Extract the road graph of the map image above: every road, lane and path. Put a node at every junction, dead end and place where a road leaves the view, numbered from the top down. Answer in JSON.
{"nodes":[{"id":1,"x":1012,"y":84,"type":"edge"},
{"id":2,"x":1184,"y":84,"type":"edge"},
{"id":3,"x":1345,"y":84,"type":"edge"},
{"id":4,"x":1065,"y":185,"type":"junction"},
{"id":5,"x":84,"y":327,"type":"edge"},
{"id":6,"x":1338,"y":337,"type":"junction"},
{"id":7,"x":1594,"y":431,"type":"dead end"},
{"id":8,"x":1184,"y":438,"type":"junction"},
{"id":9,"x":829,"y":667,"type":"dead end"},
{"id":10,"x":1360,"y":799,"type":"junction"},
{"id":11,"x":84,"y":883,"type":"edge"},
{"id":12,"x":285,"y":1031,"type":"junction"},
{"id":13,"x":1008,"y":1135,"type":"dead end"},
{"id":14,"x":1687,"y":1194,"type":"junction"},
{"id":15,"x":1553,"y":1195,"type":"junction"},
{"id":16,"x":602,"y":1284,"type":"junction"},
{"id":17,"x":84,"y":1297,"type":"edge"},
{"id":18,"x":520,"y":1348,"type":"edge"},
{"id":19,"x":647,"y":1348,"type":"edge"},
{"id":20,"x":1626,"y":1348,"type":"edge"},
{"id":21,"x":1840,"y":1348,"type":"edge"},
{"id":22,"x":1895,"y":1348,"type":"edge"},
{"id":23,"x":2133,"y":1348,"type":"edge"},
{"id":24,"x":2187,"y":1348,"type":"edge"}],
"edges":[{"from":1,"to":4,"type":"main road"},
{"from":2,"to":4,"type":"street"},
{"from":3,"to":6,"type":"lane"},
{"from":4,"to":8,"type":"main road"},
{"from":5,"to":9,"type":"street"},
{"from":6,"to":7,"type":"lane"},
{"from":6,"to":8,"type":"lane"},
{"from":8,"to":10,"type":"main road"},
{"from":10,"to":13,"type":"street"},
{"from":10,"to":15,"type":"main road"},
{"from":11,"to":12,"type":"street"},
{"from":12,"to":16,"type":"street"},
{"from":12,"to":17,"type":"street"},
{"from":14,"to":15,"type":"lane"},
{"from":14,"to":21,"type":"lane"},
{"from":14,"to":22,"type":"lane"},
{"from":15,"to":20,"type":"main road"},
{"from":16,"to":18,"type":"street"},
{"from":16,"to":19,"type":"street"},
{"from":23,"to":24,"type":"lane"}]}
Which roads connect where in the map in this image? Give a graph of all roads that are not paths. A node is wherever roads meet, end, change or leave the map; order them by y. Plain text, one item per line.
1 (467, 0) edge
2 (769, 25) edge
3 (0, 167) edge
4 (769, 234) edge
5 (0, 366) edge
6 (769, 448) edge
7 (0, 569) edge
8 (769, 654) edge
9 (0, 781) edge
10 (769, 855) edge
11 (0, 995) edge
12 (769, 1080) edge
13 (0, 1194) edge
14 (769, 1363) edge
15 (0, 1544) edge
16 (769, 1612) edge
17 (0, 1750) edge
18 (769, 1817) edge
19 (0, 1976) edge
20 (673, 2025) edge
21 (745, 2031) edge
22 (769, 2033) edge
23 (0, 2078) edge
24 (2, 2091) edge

****

Goal of the exercise: Nothing but the lines from the one holding "Which roads connect" to the end of the entries should be output, each exactly as it appears.

Response below:
Which roads connect where in the map in this image? Give a graph of all roads that are not paths. A node is wherever roads meet, end, change or leave the map; order them by y. Plain text, one item per line.
1 (467, 0) edge
2 (769, 25) edge
3 (0, 167) edge
4 (769, 234) edge
5 (0, 366) edge
6 (769, 448) edge
7 (0, 569) edge
8 (769, 654) edge
9 (0, 781) edge
10 (769, 855) edge
11 (0, 995) edge
12 (769, 1080) edge
13 (0, 1194) edge
14 (769, 1363) edge
15 (0, 1544) edge
16 (769, 1612) edge
17 (0, 1750) edge
18 (769, 1817) edge
19 (0, 1976) edge
20 (673, 2025) edge
21 (745, 2031) edge
22 (769, 2033) edge
23 (0, 2078) edge
24 (2, 2091) edge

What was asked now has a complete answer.